Collection entries
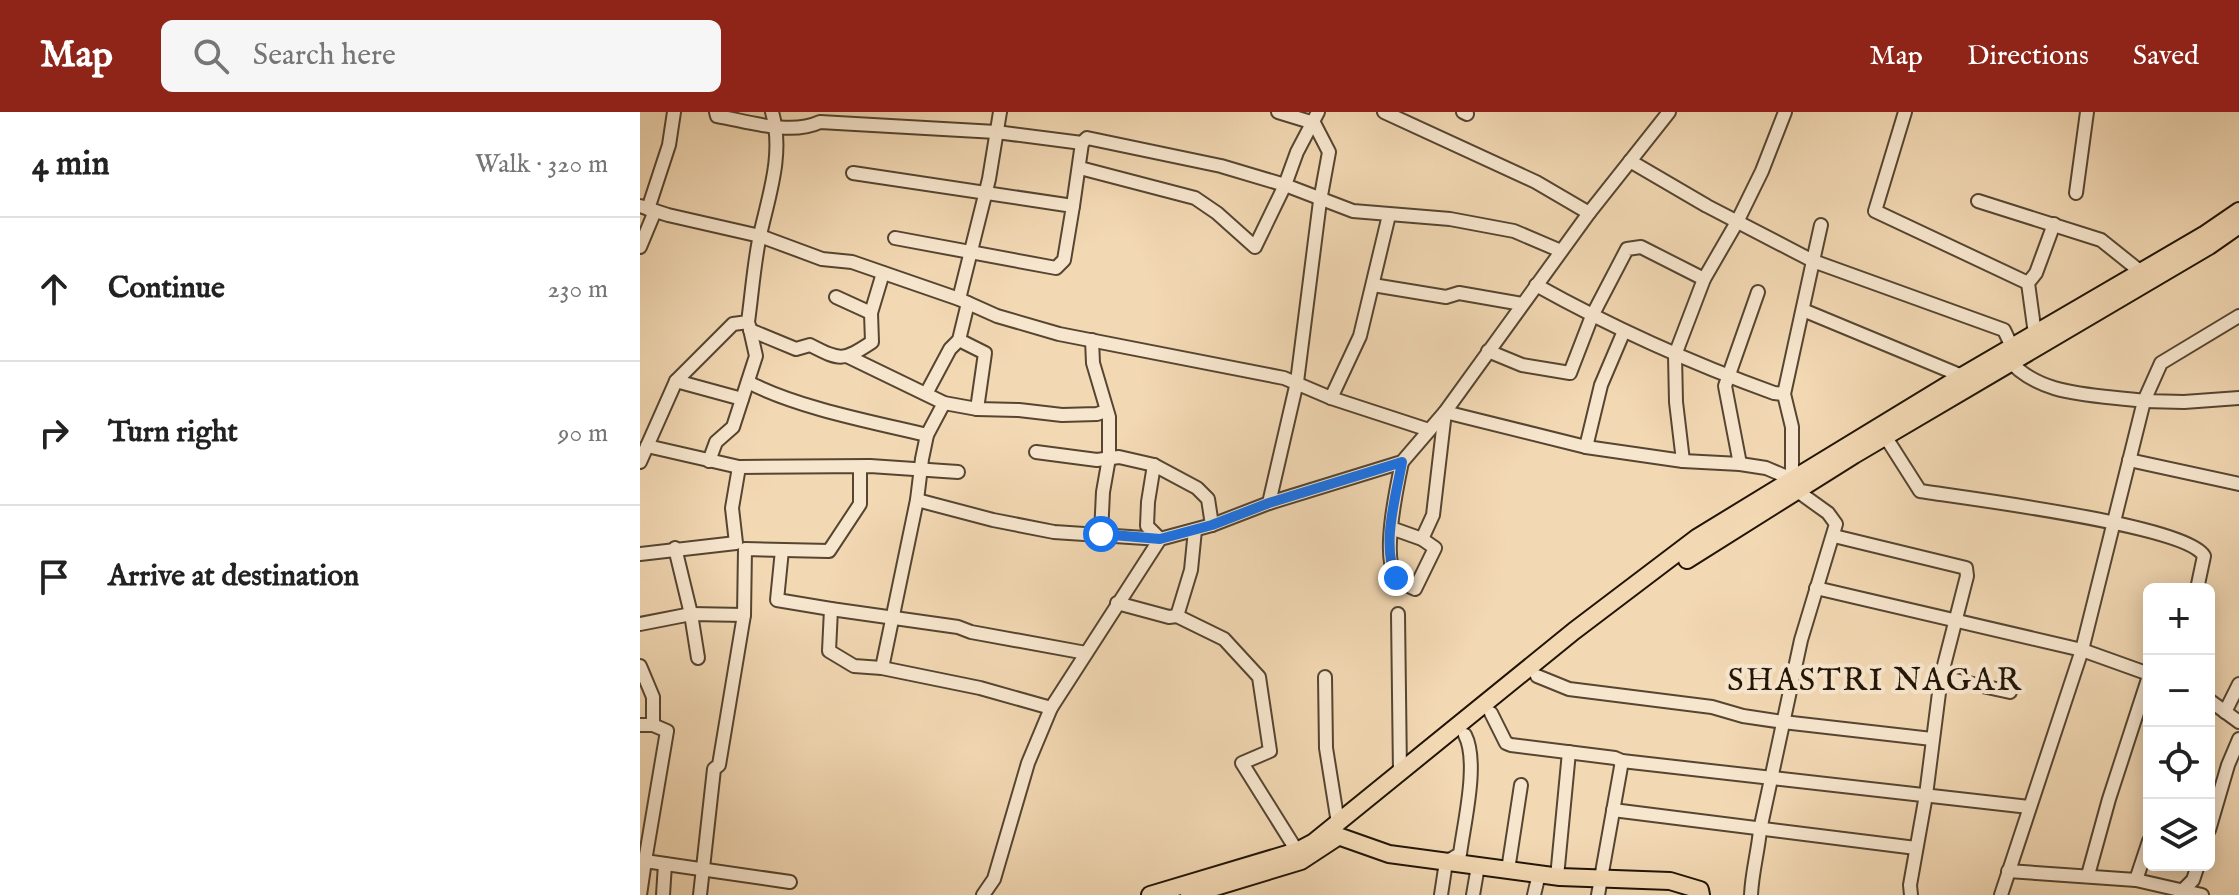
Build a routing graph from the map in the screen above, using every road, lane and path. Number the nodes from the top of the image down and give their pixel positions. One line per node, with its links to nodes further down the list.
1 (674, 112): 26 (street)
2 (716, 112): 14 (street)
3 (772, 112): 14 (street)
4 (1000, 112): 15 (street)
5 (1278, 112): 12 (street)
6 (1384, 112): 13 (street)
7 (1669, 112): 17 (street)
8 (1785, 112): 30 (street)
9 (1905, 112): 43 (street)
10 (2087, 112): 21 (street)
11 (820, 117): 14 (street); 15 (street)
12 (1316, 117): 20 (street); 23 (street)
13 (1405, 117): 28 (street)
14 (776, 127): 34 (street)
15 (997, 133): 16 (street); 22 (street)
16 (1082, 143): 18 (street); 20 (street)
17 (1630, 161): 28 (street); 30 (street)
18 (1080, 168): 20 (street); 25 (street)
19 (853, 173): 22 (street)
20 (1285, 185): 23 (street)
21 (2076, 193)
22 (986, 194): 25 (street); 38 (street)
23 (1320, 201): 29 (street); 67 (street)
24 (1978, 201): 31 (street)
25 (1073, 206): 38 (street)
26 (648, 208): 34 (street); 36 (street)
27 (2239, 211): 40 (main road)
28 (1589, 213): 37 (street)
29 (1389, 215): 37 (street); 44 (street)
30 (1737, 222): 39 (street); 42 (street)
31 (2054, 224): 40 (street); 43 (street)
32 (1821, 225): 39 (street)
33 (2239, 225): 60 (main road)
34 (760, 236): 41 (street); 54 (street)
35 (895, 238): 38 (street)
36 (640, 247)
37 (1561, 251): 45 (street)
38 (971, 252): 48 (street)
39 (1813, 261): 50 (street); 60 (street)
40 (2141, 272): 56 (main road)
41 (883, 273): 48 (street); 51 (street)
42 (1704, 279): 52 (street); 61 (street)
43 (2028, 283): 56 (street)
44 (1373, 285): 49 (street); 70 (street)
45 (1536, 285): 49 (street); 52 (street)
46 (1758, 292): 63 (street)
47 (836, 297): 51 (street)
48 (964, 301): 57 (street); 58 (street)
49 (1522, 304): 59 (street)
50 (1803, 310): 64 (street); 69 (street)
51 (871, 313): 62 (street)
52 (1592, 316): 55 (street); 59 (street)
53 (2239, 316): 73 (street)
54 (749, 326): 62 (street); 65 (street); 66 (street)
55 (1624, 331): 61 (street); 82 (street)
56 (2035, 334): 60 (main road)
57 (959, 340): 68 (street); 75 (street)
58 (1092, 340): 67 (street); 76 (street)
59 (1488, 351): 77 (street)
60 (2008, 354): 64 (main road); 73 (street); 80 (main road)
61 (1675, 355): 63 (street); 87 (street)
62 (849, 357): 68 (street)
63 (1727, 376): 69 (street); 90 (street)
64 (1962, 376): 96 (main road)
65 (676, 381): 72 (street); 81 (street)
66 (748, 382): 72 (street); 79 (street)
67 (1297, 382): 70 (street); 99 (street)
68 (927, 392): 74 (street)
69 (1784, 394): 96 (street)
70 (1331, 398): 78 (street)
71 (2239, 398): 73 (street)
72 (742, 399): 86 (street)
73 (2144, 401): 85 (street)
74 (944, 403): 75 (street); 79 (street)
75 (977, 409): 76 (street)
76 (1106, 411): 84 (street)
77 (1445, 412): 78 (street); 82 (street); 107 (street)
78 (1429, 430): 89 (street)
79 (927, 435): 94 (street)
80 (1885, 436): 96 (main road); 100 (street)
81 (647, 446): 86 (street); 88 (street)
82 (1586, 447): 87 (street)
83 (1036, 452): 84 (street)
84 (1109, 458): 91 (street); 104 (street)
85 (2129, 460): 97 (street); 100 (street)
86 (709, 461): 92 (street)
87 (1683, 461): 90 (street)
88 (640, 462)
89 (1402, 462): 99 (street); 102 (street)
90 (1740, 464): 96 (street)
91 (1154, 465): 101 (street); 106 (street)
92 (739, 467): 93 (street); 108 (street)
93 (860, 467): 94 (street); 110 (street)
94 (921, 470): 95 (street); 98 (street)
95 (958, 472)
96 (1794, 484): 105 (street); 129 (main road); 147 (main road)
97 (2239, 484)
98 (917, 500): 104 (street); 120 (street)
99 (1269, 503): 101 (street)
100 (2114, 521): 112 (street); 123 (street)
101 (1212, 525): 103 (street)
102 (1391, 528): 107 (street); 107 (street)
103 (1195, 530): 106 (street); 119 (street)
104 (1101, 534): 106 (street)
105 (1834, 536): 113 (street); 121 (street)
106 (1160, 539): 114 (street)
107 (1422, 539)
108 (740, 546): 109 (street); 110 (street); 118 (street)
109 (675, 548): 111 (street); 116 (street)
110 (782, 550): 115 (street)
111 (640, 554)
112 (2199, 583)
113 (1816, 588): 121 (street); 139 (street)
114 (1117, 603): 119 (street); 124 (street)
115 (831, 609): 120 (street); 127 (street)
116 (691, 614): 118 (street); 122 (street); 125 (street)
117 (1398, 614): 147 (street)
118 (744, 615): 163 (street)
119 (1177, 616): 157 (street)
120 (891, 618): 124 (street); 127 (street)
121 (1954, 620): 123 (street); 131 (street)
122 (640, 624)
123 (2082, 650): 128 (street); 151 (street)
124 (1086, 653): 136 (street)
125 (698, 658)
126 (640, 666): 141 (street)
127 (882, 668): 136 (street)
128 (2143, 673)
129 (1537, 676): 138 (main road); 139 (street)
130 (1325, 677): 154 (street)
131 (1941, 677): 133 (street); 143 (street)
132 (2239, 684): 137 (street)
133 (2010, 692)
134 (2143, 694): 168 (street)
135 (2215, 704): 137 (street)
136 (1051, 708): 178 (street)
137 (2225, 712): 140 (street)
138 (1491, 713): 142 (main road); 145 (street)
139 (1783, 722): 143 (street); 148 (street)
140 (2239, 722)
141 (646, 725): 159 (street)
142 (1465, 735): 154 (main road); 160 (street)
143 (1932, 739): 150 (street)
144 (2239, 739): 152 (street)
145 (1569, 752): 146 (street); 169 (street)
146 (1622, 761): 148 (street); 153 (street)
147 (1400, 773): 154 (main road)
148 (1771, 778): 150 (street); 155 (street)
149 (1521, 785): 164 (street)
150 (1926, 795): 151 (street); 156 (street)
151 (2029, 807): 165 (street)
152 (2215, 809)
153 (1613, 810): 155 (street); 172 (street)
154 (1335, 829): 157 (main road); 160 (main road); 180 (main road)
155 (1760, 830): 156 (street); 185 (street)
156 (1916, 848): 186 (street)
157 (1297, 851): 179 (main road)
158 (2143, 859): 170 (street)
159 (642, 861): 161 (street); 175 (street)
160 (1446, 862): 162 (main road); 181 (street)
161 (665, 864): 163 (street); 176 (street)
162 (1478, 866): 164 (main road); 182 (street)
163 (701, 869): 171 (street); 177 (street)
164 (1508, 870): 167 (main road)
165 (2008, 871): 168 (street); 187 (street)
166 (2196, 871): 174 (street)
167 (1539, 874): 169 (main road); 183 (street)
168 (2088, 875): 170 (street)
169 (1557, 877): 172 (main road)
170 (2136, 880): 174 (street)
171 (790, 882)
172 (1600, 887): 173 (main road)
173 (1668, 888): 184 (main road)
174 (2181, 892): 188 (street)
175 (640, 895)
176 (663, 895)
177 (700, 895)
178 (983, 895)
179 (1150, 895)
180 (1189, 895)
181 (1441, 895)
182 (1473, 895)
183 (1534, 895)
184 (1701, 895)
185 (1751, 895)
186 (1912, 895)
187 (2001, 895)
188 (2202, 895)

TRY IT -> Each line of the data above must be reproduced as written. Skip the pictures.

SOLUTION FOR THIS PROBLEM ->
Build a routing graph from the map in the screen above, using every road, lane and path. Number the nodes from the top of the image down and give their pixel positions. One line per node, with its links to nodes further down the list.
1 (674, 112): 26 (street)
2 (716, 112): 14 (street)
3 (772, 112): 14 (street)
4 (1000, 112): 15 (street)
5 (1278, 112): 12 (street)
6 (1384, 112): 13 (street)
7 (1669, 112): 17 (street)
8 (1785, 112): 30 (street)
9 (1905, 112): 43 (street)
10 (2087, 112): 21 (street)
11 (820, 117): 14 (street); 15 (street)
12 (1316, 117): 20 (street); 23 (street)
13 (1405, 117): 28 (street)
14 (776, 127): 34 (street)
15 (997, 133): 16 (street); 22 (street)
16 (1082, 143): 18 (street); 20 (street)
17 (1630, 161): 28 (street); 30 (street)
18 (1080, 168): 20 (street); 25 (street)
19 (853, 173): 22 (street)
20 (1285, 185): 23 (street)
21 (2076, 193)
22 (986, 194): 25 (street); 38 (street)
23 (1320, 201): 29 (street); 67 (street)
24 (1978, 201): 31 (street)
25 (1073, 206): 38 (street)
26 (648, 208): 34 (street); 36 (street)
27 (2239, 211): 40 (main road)
28 (1589, 213): 37 (street)
29 (1389, 215): 37 (street); 44 (street)
30 (1737, 222): 39 (street); 42 (street)
31 (2054, 224): 40 (street); 43 (street)
32 (1821, 225): 39 (street)
33 (2239, 225): 60 (main road)
34 (760, 236): 41 (street); 54 (street)
35 (895, 238): 38 (street)
36 (640, 247)
37 (1561, 251): 45 (street)
38 (971, 252): 48 (street)
39 (1813, 261): 50 (street); 60 (street)
40 (2141, 272): 56 (main road)
41 (883, 273): 48 (street); 51 (street)
42 (1704, 279): 52 (street); 61 (street)
43 (2028, 283): 56 (street)
44 (1373, 285): 49 (street); 70 (street)
45 (1536, 285): 49 (street); 52 (street)
46 (1758, 292): 63 (street)
47 (836, 297): 51 (street)
48 (964, 301): 57 (street); 58 (street)
49 (1522, 304): 59 (street)
50 (1803, 310): 64 (street); 69 (street)
51 (871, 313): 62 (street)
52 (1592, 316): 55 (street); 59 (street)
53 (2239, 316): 73 (street)
54 (749, 326): 62 (street); 65 (street); 66 (street)
55 (1624, 331): 61 (street); 82 (street)
56 (2035, 334): 60 (main road)
57 (959, 340): 68 (street); 75 (street)
58 (1092, 340): 67 (street); 76 (street)
59 (1488, 351): 77 (street)
60 (2008, 354): 64 (main road); 73 (street); 80 (main road)
61 (1675, 355): 63 (street); 87 (street)
62 (849, 357): 68 (street)
63 (1727, 376): 69 (street); 90 (street)
64 (1962, 376): 96 (main road)
65 (676, 381): 72 (street); 81 (street)
66 (748, 382): 72 (street); 79 (street)
67 (1297, 382): 70 (street); 99 (street)
68 (927, 392): 74 (street)
69 (1784, 394): 96 (street)
70 (1331, 398): 78 (street)
71 (2239, 398): 73 (street)
72 (742, 399): 86 (street)
73 (2144, 401): 85 (street)
74 (944, 403): 75 (street); 79 (street)
75 (977, 409): 76 (street)
76 (1106, 411): 84 (street)
77 (1445, 412): 78 (street); 82 (street); 107 (street)
78 (1429, 430): 89 (street)
79 (927, 435): 94 (street)
80 (1885, 436): 96 (main road); 100 (street)
81 (647, 446): 86 (street); 88 (street)
82 (1586, 447): 87 (street)
83 (1036, 452): 84 (street)
84 (1109, 458): 91 (street); 104 (street)
85 (2129, 460): 97 (street); 100 (street)
86 (709, 461): 92 (street)
87 (1683, 461): 90 (street)
88 (640, 462)
89 (1402, 462): 99 (street); 102 (street)
90 (1740, 464): 96 (street)
91 (1154, 465): 101 (street); 106 (street)
92 (739, 467): 93 (street); 108 (street)
93 (860, 467): 94 (street); 110 (street)
94 (921, 470): 95 (street); 98 (street)
95 (958, 472)
96 (1794, 484): 105 (street); 129 (main road); 147 (main road)
97 (2239, 484)
98 (917, 500): 104 (street); 120 (street)
99 (1269, 503): 101 (street)
100 (2114, 521): 112 (street); 123 (street)
101 (1212, 525): 103 (street)
102 (1391, 528): 107 (street); 107 (street)
103 (1195, 530): 106 (street); 119 (street)
104 (1101, 534): 106 (street)
105 (1834, 536): 113 (street); 121 (street)
106 (1160, 539): 114 (street)
107 (1422, 539)
108 (740, 546): 109 (street); 110 (street); 118 (street)
109 (675, 548): 111 (street); 116 (street)
110 (782, 550): 115 (street)
111 (640, 554)
112 (2199, 583)
113 (1816, 588): 121 (street); 139 (street)
114 (1117, 603): 119 (street); 124 (street)
115 (831, 609): 120 (street); 127 (street)
116 (691, 614): 118 (street); 122 (street); 125 (street)
117 (1398, 614): 147 (street)
118 (744, 615): 163 (street)
119 (1177, 616): 157 (street)
120 (891, 618): 124 (street); 127 (street)
121 (1954, 620): 123 (street); 131 (street)
122 (640, 624)
123 (2082, 650): 128 (street); 151 (street)
124 (1086, 653): 136 (street)
125 (698, 658)
126 (640, 666): 141 (street)
127 (882, 668): 136 (street)
128 (2143, 673)
129 (1537, 676): 138 (main road); 139 (street)
130 (1325, 677): 154 (street)
131 (1941, 677): 133 (street); 143 (street)
132 (2239, 684): 137 (street)
133 (2010, 692)
134 (2143, 694): 168 (street)
135 (2215, 704): 137 (street)
136 (1051, 708): 178 (street)
137 (2225, 712): 140 (street)
138 (1491, 713): 142 (main road); 145 (street)
139 (1783, 722): 143 (street); 148 (street)
140 (2239, 722)
141 (646, 725): 159 (street)
142 (1465, 735): 154 (main road); 160 (street)
143 (1932, 739): 150 (street)
144 (2239, 739): 152 (street)
145 (1569, 752): 146 (street); 169 (street)
146 (1622, 761): 148 (street); 153 (street)
147 (1400, 773): 154 (main road)
148 (1771, 778): 150 (street); 155 (street)
149 (1521, 785): 164 (street)
150 (1926, 795): 151 (street); 156 (street)
151 (2029, 807): 165 (street)
152 (2215, 809)
153 (1613, 810): 155 (street); 172 (street)
154 (1335, 829): 157 (main road); 160 (main road); 180 (main road)
155 (1760, 830): 156 (street); 185 (street)
156 (1916, 848): 186 (street)
157 (1297, 851): 179 (main road)
158 (2143, 859): 170 (street)
159 (642, 861): 161 (street); 175 (street)
160 (1446, 862): 162 (main road); 181 (street)
161 (665, 864): 163 (street); 176 (street)
162 (1478, 866): 164 (main road); 182 (street)
163 (701, 869): 171 (street); 177 (street)
164 (1508, 870): 167 (main road)
165 (2008, 871): 168 (street); 187 (street)
166 (2196, 871): 174 (street)
167 (1539, 874): 169 (main road); 183 (street)
168 (2088, 875): 170 (street)
169 (1557, 877): 172 (main road)
170 (2136, 880): 174 (street)
171 (790, 882)
172 (1600, 887): 173 (main road)
173 (1668, 888): 184 (main road)
174 (2181, 892): 188 (street)
175 (640, 895)
176 (663, 895)
177 (700, 895)
178 (983, 895)
179 (1150, 895)
180 (1189, 895)
181 (1441, 895)
182 (1473, 895)
183 (1534, 895)
184 (1701, 895)
185 (1751, 895)
186 (1912, 895)
187 (2001, 895)
188 (2202, 895)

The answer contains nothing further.